5.1. L’appellante, detto in sintesi, deduce che il T.a.r. avrebbe frainteso il giudicato intervenuto tra le parti di cui alla sentenza dello stesso Tribunale n. 1672 del 2016 di accoglimento del ricorso “ per l'annullamento del silenzio sulla richiesta di riammissione in servizio ai sensi dell’art. 10 co. 2, 3, 4 e ss. l. 19/1990 ”, in quanto l’istanza del ricorrente, lungi dall’essere ambigua, richiedeva in primo luogo la riapertura del procedimento disciplinare e, solo all’esito totalmente, o anche solo parzialmente positivo di questo, l’annullamento o la riduzione della sanzione già inflitta. L’iniziativa della parte era quindi intesa all’applicazione dell’art.21 del d.lgs. n. 449/1992, il cui primo comma prevede che “ avverso le sanzioni della sospensione dal servizio e della destituzione è ammesso rivolgere istanza di riesame al Ministro della giustizia ”. Nemmeno il T.a.r. avrebbe tenuto conto del fatto che “ nel caso di specie è stata pronunciata sentenza di assoluzione del ricorrente ”, sia pure per temporanea incapacità di intendere e di volere, con conseguente ineluttabile refluenza sul procedimento disciplinare. Il T.a.r. avrebbe dovuto rilevare l’incompetenza del Capo del Dipartimento dell’amministrazione penitenziaria, dovendosi correttamente ritenere competente il Ministro della giustizia, ai sensi dell’art. 21, d.lgs. n. 449/1992, venendo in gioco considerazioni che attengono al rapporto di fiducia della pubblica amministrazione con il proprio personale, anche nell’ottica di assicurarne il buon funzionamento. Il T.a.r. avrebbe, infine, erroneamente dichiarato inammissibile per genericità il quarto motivo del ricorso di primo grado con la conseguente riproposizione delle relative censure.

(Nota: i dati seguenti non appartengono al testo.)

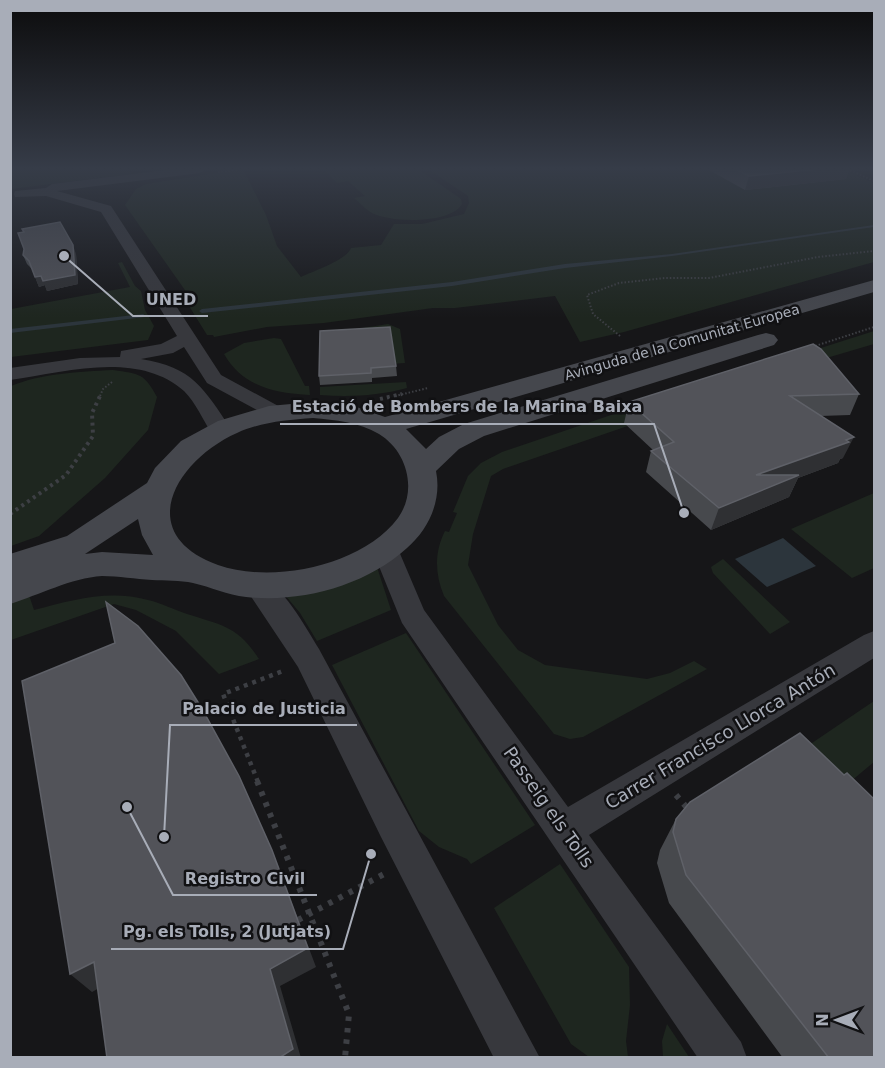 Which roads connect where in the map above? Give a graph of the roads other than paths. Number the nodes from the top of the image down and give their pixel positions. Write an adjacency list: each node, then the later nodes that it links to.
1 (123, 219): 4 (street)
2 (874, 286): 8 (main road, Avinguda de la Comunitat Europea)
3 (874, 307): 10 (main road, Avinguda de la Comunitat Europea)
4 (187, 338): 5 (street); 7 (street)
5 (10, 369)
6 (10, 374): 9 (street)
7 (274, 412): 8 (main road); 9 (main road)
8 (385, 426): 10 (main road)
9 (220, 429): 11 (main road)
10 (422, 468): 12 (main road)
11 (156, 491): 13 (main road); 14 (main road)
12 (385, 549): 15 (main road); 18 (street, Passeig els Tolls)
13 (10, 567)
14 (196, 571): 15 (main road); 16 (main road)
15 (258, 586): 19 (street)
16 (10, 591)
17 (874, 643): 18 (street, Carrer Francisco Llorca Antón)
18 (565, 829): 20 (street, Passeig els Tolls)
19 (518, 1058)
20 (725, 1058)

6. L’appellante ha concluso chiedendo, in riforma dell’impugnata sentenza, l’accoglimento del ricorso di primo grado e quindi l’annullamento del provvedimento con lo stesso impugnato.

7. Il Ministero della giustizia – Dipartimento dell’Amministrazione Penitenziaria, sebbene ritualmente intimato, non si è costituito in giudizio.

8. La causa, chiamata per la discussione all’udienza del 5 marzo 2023, nel corso della quale il difensore di parte appellante ha ribadito che il -OMISSIS- ha chiesto la riapertura del procedimento non la riammissione in servizio, è stata assunta in decisione.

9. Occorre preliminarmente rilevare, stante la mancata costituzione dell’Amministrazione intimata, che il ricorso risulta ritualmente notificato alla luce delle seguenti annotazioni riportate nella piattaforma informatica: “ Notificazione ai sensi della Legge n. 53 del 21.01.1994 ” proveniente da “ potenza.francesco@cert.ordineavvocatipotenza.it ”ed indirizzato a: “ ags.rm@mailcert.avvocaturastato.it ”.

10. Rilevata la corretta instaurazione del contraddittorio tra le parti si impone la disamina delle deduzioni di parte appellante che, per le ragioni di cui infra , si rivelano infondate.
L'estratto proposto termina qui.